Hacker Newsnew | past | comments | ask | show | jobs | submitlogin

I am really looking forward for JAX to take over pytorch/cuda over the next years. The whole PTX kerfuffle with Deepseek team shows the value of investing in more low levels approaches to squeeze out the most out of your hardware.


Most Pytorch users don’t bother even with the simplest performance optimizations, and you are talking about PTX.


I like JAX but I'm not sure how an ML framework debate like "JAX vs PyTorch" is relevant to DeepSeek/PTX. The JAX API is at a similar level of abstraction to PyTorch [0]. Both are Python libraries and sit a few layers of abstraction above PTX/CUDA and their TPU equivalents.

[0] Although PyTorch arguably encompasses 2 levels, with both a pure functional library like the JAX API, as well as a "neural network" framework on top of it. Whereas JAX doesn't have the latter and leaves that to separate libraries like Flax.
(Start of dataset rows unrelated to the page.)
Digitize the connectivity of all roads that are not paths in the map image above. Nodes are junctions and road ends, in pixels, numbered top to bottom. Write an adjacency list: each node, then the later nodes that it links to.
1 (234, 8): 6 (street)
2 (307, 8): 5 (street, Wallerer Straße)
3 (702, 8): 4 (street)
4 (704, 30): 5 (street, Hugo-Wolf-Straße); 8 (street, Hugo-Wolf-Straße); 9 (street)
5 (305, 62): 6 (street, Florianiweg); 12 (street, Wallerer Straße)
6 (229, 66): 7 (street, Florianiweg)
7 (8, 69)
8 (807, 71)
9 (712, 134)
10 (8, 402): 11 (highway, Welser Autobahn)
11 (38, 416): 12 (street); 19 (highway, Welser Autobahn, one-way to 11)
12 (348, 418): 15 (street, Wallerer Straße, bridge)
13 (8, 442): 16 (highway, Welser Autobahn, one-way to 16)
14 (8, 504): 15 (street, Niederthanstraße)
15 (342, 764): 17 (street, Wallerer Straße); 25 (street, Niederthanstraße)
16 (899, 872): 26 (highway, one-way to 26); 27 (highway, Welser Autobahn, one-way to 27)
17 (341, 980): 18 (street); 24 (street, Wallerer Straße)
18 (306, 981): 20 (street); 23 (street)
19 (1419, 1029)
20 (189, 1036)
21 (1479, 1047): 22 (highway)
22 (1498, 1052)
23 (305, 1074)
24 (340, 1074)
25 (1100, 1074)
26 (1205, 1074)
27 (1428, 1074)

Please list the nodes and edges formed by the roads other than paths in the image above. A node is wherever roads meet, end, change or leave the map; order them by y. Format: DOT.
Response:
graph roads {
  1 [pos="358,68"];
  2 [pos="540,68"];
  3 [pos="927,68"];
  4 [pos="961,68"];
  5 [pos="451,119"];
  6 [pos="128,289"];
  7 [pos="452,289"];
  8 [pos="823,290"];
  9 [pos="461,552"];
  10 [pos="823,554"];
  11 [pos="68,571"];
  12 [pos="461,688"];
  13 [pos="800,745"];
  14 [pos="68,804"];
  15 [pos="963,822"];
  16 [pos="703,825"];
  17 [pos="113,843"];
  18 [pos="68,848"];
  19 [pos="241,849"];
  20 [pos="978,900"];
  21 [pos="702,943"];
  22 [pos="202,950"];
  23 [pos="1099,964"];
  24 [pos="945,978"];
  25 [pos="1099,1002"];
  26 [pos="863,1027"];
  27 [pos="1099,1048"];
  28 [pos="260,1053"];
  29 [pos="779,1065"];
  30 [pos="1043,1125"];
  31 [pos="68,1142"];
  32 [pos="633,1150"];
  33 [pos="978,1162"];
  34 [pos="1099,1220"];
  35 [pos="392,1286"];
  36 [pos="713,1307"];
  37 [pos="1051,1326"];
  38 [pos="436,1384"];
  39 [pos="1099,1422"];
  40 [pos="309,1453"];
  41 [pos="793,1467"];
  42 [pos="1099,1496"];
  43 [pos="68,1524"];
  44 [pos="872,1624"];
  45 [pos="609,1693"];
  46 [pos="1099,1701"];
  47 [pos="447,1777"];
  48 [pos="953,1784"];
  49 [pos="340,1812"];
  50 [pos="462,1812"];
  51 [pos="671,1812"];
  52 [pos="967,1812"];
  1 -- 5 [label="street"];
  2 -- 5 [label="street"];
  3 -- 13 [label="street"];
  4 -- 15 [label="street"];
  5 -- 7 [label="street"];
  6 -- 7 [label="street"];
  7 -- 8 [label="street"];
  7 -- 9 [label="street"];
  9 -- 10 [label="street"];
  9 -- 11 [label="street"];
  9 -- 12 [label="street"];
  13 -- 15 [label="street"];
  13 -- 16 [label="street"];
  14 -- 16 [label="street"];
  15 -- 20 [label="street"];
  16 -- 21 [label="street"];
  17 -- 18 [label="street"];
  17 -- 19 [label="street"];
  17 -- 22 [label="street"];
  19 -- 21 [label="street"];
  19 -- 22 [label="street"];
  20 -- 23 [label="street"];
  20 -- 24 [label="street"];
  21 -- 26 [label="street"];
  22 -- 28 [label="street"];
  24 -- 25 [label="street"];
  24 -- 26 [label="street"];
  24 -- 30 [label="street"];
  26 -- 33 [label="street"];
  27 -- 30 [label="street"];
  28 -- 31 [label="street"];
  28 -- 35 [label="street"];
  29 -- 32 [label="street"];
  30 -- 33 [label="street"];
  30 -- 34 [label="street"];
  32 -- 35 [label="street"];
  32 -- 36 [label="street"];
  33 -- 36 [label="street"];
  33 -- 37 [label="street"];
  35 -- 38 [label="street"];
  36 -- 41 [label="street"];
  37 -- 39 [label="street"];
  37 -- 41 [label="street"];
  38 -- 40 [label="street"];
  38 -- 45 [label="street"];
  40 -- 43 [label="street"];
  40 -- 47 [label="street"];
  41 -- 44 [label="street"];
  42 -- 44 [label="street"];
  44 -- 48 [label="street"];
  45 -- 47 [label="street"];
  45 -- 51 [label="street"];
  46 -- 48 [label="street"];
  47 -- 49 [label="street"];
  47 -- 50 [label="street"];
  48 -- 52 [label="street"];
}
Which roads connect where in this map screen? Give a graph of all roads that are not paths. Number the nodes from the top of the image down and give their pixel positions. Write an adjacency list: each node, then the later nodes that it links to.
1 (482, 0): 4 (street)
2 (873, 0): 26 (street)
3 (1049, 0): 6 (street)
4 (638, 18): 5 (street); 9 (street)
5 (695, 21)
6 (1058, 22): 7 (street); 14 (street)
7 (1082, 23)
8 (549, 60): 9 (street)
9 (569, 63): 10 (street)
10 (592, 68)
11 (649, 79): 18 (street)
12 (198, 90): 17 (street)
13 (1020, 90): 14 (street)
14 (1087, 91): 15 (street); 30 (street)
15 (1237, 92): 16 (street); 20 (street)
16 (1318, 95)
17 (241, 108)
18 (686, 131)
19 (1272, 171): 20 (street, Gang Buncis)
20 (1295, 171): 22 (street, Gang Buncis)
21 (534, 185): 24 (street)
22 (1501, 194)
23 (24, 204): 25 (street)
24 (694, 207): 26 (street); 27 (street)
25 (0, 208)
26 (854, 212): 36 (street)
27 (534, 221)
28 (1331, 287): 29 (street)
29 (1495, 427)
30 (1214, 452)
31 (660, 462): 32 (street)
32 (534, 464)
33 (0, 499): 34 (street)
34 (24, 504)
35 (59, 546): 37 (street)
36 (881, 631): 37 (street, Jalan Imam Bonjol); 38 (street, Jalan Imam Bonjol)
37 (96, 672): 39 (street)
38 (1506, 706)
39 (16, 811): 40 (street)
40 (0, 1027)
The interesting thing about this comment is that JAX is actually higher-level even than pytorch generally. Since everything is compiled you just express a logcial program and let the compiler (XLA) worry about the rest.

Are you suggesting that XLA would be where this "lower level" approach would reside since it can do more automatic optimization?


I'm curious, what does paradigmatic JAX look like? Is there an equivalent of picoGPT [1] for JAX?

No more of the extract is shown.